EXERCISE >> Bring together all lines from the listing below that contain the string "main".

--*--

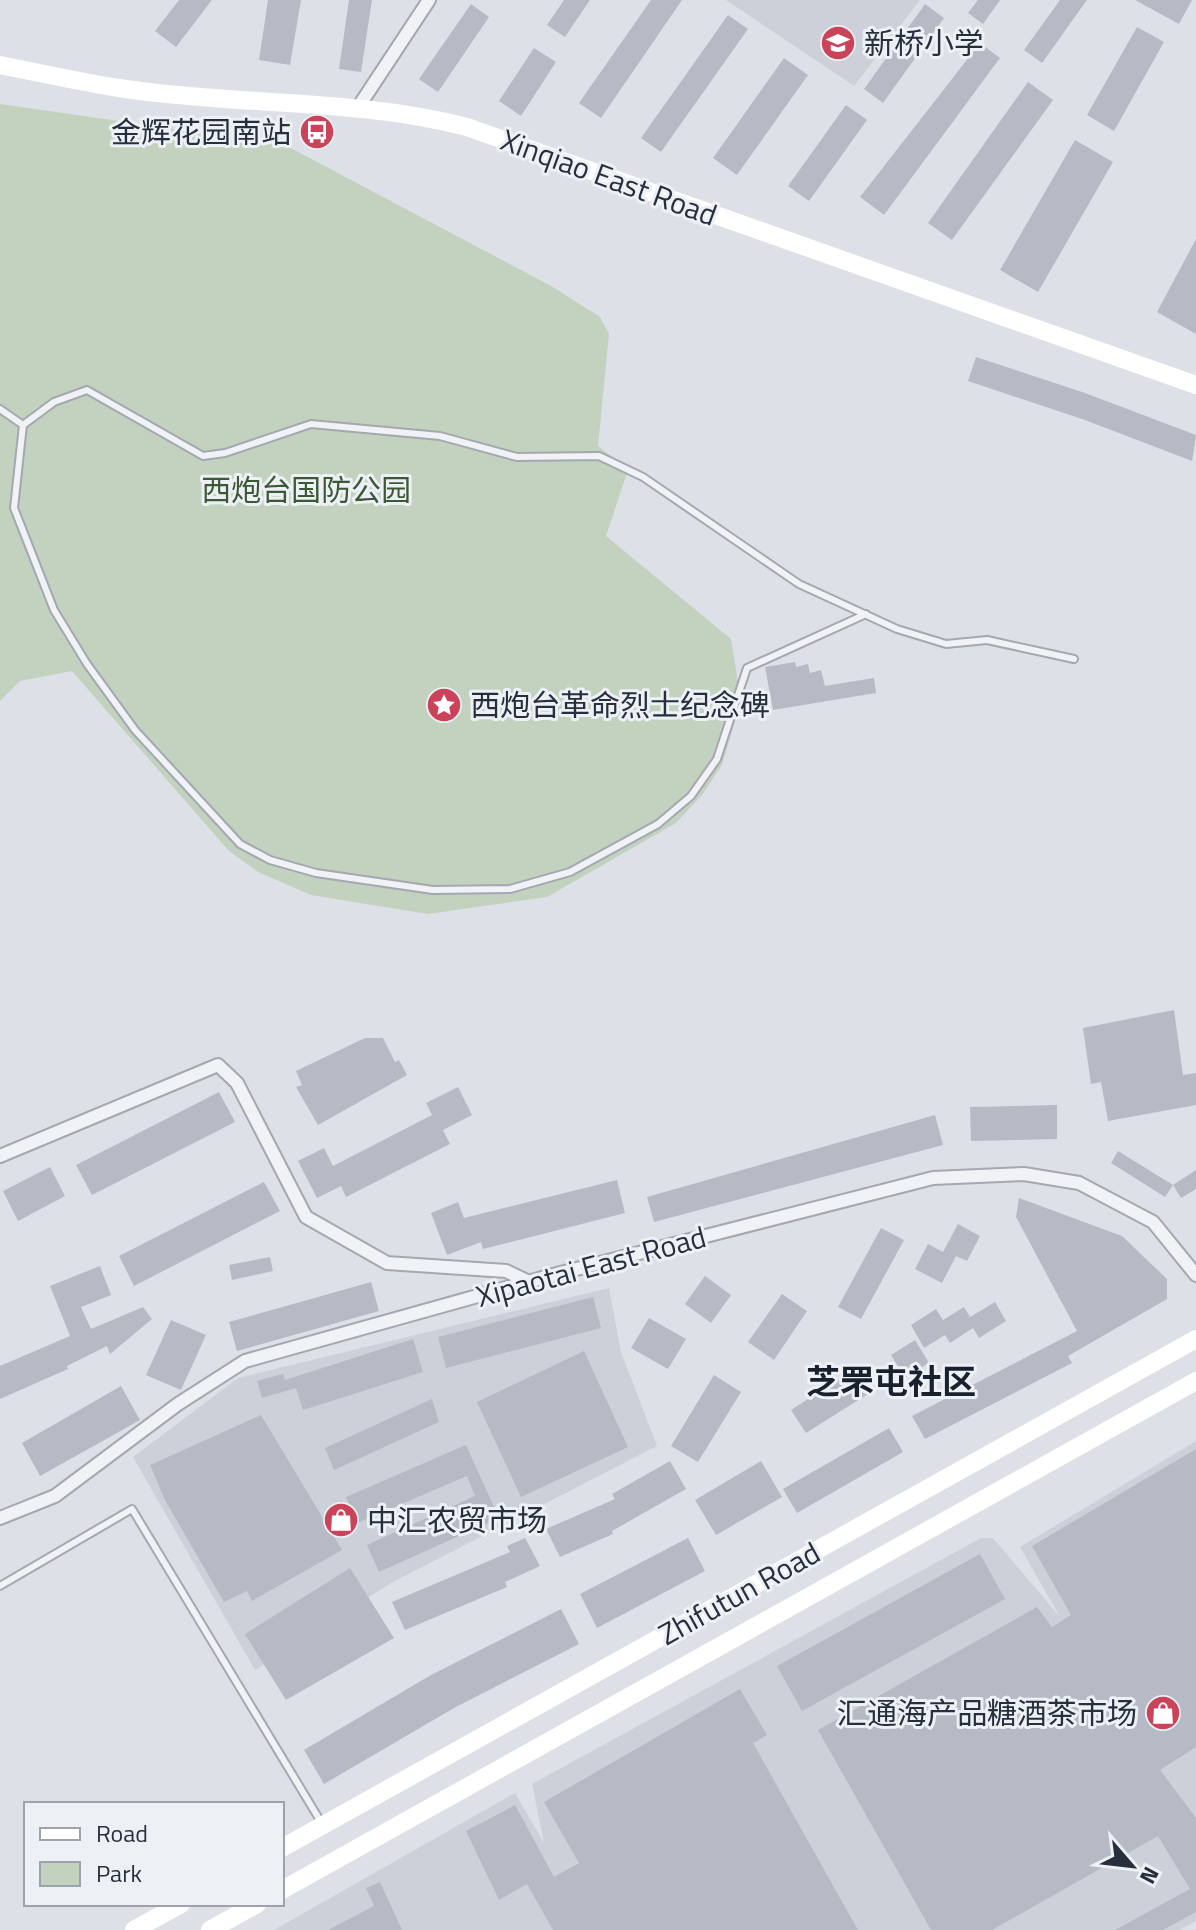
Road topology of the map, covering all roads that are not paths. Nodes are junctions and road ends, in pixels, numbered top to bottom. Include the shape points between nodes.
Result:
1 (429, 0) edge
2 (0, 65) edge
3 (359, 106) junction
4 (1196, 385) edge
5 (0, 409) edge
6 (23, 425) junction
7 (866, 614) junction
8 (1074, 659) dead end
9 (0, 1156) edge
10 (1196, 1275) edge
11 (529, 1282) junction
12 (1196, 1339) edge
13 (1196, 1381) edge
14 (0, 1518) edge
15 (0, 1586) edge
16 (323, 1825) junction
17 (284, 1847) edge
18 (284, 1889) edge
19 (177, 1906) edge
20 (253, 1906) edge
21 (134, 1930) edge
22 (210, 1930) edge

1 - 3 street
2 - 3 main road, Xinqiao East Road via 127,90
3 - 4 main road, Xinqiao East Road via 411,112 467,127
5 - 6 lane
6 - 7 lane via 54,402 87,390 203,456 311,424 440,436 517,457 599,456 643,477 799,584
6 - 7 lane via 14,508 54,610 87,664 135,730 240,844 270,860 316,873 448,890 510,889 570,872 658,824 691,796 717,759 747,668
7 - 8 lane via 946,644 987,640
9 - 11 street via 218,1065 237,1083 306,1217 387,1263 506,1271
10 - 11 street, Xipaotai East Road via 1153,1222 1079,1183 1024,1174 933,1178
11 - 14 street, Xipaotai East Road via 245,1361 55,1496
12 - 16 main road, Zhifutun Road
13 - 18 main road, Zhifutun Road
15 - 16 lane via 132,1509
16 - 17 main road, Zhifutun Road
19 - 21 main road
20 - 22 main road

--*--

TASK ANSWER >>
2 - 3 main road, Xinqiao East Road via 127,90
3 - 4 main road, Xinqiao East Road via 411,112 467,127
12 - 16 main road, Zhifutun Road
13 - 18 main road, Zhifutun Road
16 - 17 main road, Zhifutun Road
19 - 21 main road
20 - 22 main road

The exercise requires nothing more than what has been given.